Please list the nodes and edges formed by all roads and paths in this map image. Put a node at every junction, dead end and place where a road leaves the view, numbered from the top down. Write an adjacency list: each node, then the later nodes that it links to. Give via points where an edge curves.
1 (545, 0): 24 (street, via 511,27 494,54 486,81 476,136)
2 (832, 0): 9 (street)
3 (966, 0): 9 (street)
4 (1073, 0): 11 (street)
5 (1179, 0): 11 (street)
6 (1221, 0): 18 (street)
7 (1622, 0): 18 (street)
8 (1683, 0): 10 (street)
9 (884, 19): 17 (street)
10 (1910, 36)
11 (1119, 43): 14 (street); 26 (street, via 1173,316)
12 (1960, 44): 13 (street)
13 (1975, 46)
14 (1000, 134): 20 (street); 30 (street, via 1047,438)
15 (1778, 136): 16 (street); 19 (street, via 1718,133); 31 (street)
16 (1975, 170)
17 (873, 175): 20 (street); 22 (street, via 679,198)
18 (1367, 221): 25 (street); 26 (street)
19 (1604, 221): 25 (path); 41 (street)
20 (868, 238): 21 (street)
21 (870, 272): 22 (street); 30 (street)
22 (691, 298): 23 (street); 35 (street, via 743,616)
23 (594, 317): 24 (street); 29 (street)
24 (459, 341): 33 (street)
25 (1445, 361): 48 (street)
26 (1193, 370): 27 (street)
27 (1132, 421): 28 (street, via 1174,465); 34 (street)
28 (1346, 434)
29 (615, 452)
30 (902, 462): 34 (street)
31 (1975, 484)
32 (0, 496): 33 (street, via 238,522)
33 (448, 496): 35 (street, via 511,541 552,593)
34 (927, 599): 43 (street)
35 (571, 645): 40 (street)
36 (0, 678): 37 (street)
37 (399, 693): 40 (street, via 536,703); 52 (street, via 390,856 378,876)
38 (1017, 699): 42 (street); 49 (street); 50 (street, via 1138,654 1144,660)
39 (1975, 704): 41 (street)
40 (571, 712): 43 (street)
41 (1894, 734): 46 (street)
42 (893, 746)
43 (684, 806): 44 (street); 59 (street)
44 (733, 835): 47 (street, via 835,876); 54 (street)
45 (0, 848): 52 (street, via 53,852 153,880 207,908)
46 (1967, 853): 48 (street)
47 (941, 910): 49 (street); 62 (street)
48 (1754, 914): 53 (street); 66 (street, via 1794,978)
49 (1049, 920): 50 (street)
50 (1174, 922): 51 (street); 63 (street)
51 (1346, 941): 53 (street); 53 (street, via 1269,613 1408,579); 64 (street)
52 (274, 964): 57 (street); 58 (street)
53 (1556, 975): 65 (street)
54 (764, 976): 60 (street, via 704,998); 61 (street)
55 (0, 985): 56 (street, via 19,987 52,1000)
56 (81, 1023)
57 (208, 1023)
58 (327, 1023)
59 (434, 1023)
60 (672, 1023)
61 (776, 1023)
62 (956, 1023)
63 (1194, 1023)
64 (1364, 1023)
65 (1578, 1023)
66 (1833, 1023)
····················
** Task **
What is needed is a faithful transcription of every entry.

** Answer for the task **
Please list the nodes and edges formed by all roads and paths in this map image. Put a node at every junction, dead end and place where a road leaves the view, numbered from the top down. Write an adjacency list: each node, then the later nodes that it links to. Give via points where an edge curves.
1 (545, 0): 24 (street, via 511,27 494,54 486,81 476,136)
2 (832, 0): 9 (street)
3 (966, 0): 9 (street)
4 (1073, 0): 11 (street)
5 (1179, 0): 11 (street)
6 (1221, 0): 18 (street)
7 (1622, 0): 18 (street)
8 (1683, 0): 10 (street)
9 (884, 19): 17 (street)
10 (1910, 36)
11 (1119, 43): 14 (street); 26 (street, via 1173,316)
12 (1960, 44): 13 (street)
13 (1975, 46)
14 (1000, 134): 20 (street); 30 (street, via 1047,438)
15 (1778, 136): 16 (street); 19 (street, via 1718,133); 31 (street)
16 (1975, 170)
17 (873, 175): 20 (street); 22 (street, via 679,198)
18 (1367, 221): 25 (street); 26 (street)
19 (1604, 221): 25 (path); 41 (street)
20 (868, 238): 21 (street)
21 (870, 272): 22 (street); 30 (street)
22 (691, 298): 23 (street); 35 (street, via 743,616)
23 (594, 317): 24 (street); 29 (street)
24 (459, 341): 33 (street)
25 (1445, 361): 48 (street)
26 (1193, 370): 27 (street)
27 (1132, 421): 28 (street, via 1174,465); 34 (street)
28 (1346, 434)
29 (615, 452)
30 (902, 462): 34 (street)
31 (1975, 484)
32 (0, 496): 33 (street, via 238,522)
33 (448, 496): 35 (street, via 511,541 552,593)
34 (927, 599): 43 (street)
35 (571, 645): 40 (street)
36 (0, 678): 37 (street)
37 (399, 693): 40 (street, via 536,703); 52 (street, via 390,856 378,876)
38 (1017, 699): 42 (street); 49 (street); 50 (street, via 1138,654 1144,660)
39 (1975, 704): 41 (street)
40 (571, 712): 43 (street)
41 (1894, 734): 46 (street)
42 (893, 746)
43 (684, 806): 44 (street); 59 (street)
44 (733, 835): 47 (street, via 835,876); 54 (street)
45 (0, 848): 52 (street, via 53,852 153,880 207,908)
46 (1967, 853): 48 (street)
47 (941, 910): 49 (street); 62 (street)
48 (1754, 914): 53 (street); 66 (street, via 1794,978)
49 (1049, 920): 50 (street)
50 (1174, 922): 51 (street); 63 (street)
51 (1346, 941): 53 (street); 53 (street, via 1269,613 1408,579); 64 (street)
52 (274, 964): 57 (street); 58 (street)
53 (1556, 975): 65 (street)
54 (764, 976): 60 (street, via 704,998); 61 (street)
55 (0, 985): 56 (street, via 19,987 52,1000)
56 (81, 1023)
57 (208, 1023)
58 (327, 1023)
59 (434, 1023)
60 (672, 1023)
61 (776, 1023)
62 (956, 1023)
63 (1194, 1023)
64 (1364, 1023)
65 (1578, 1023)
66 (1833, 1023)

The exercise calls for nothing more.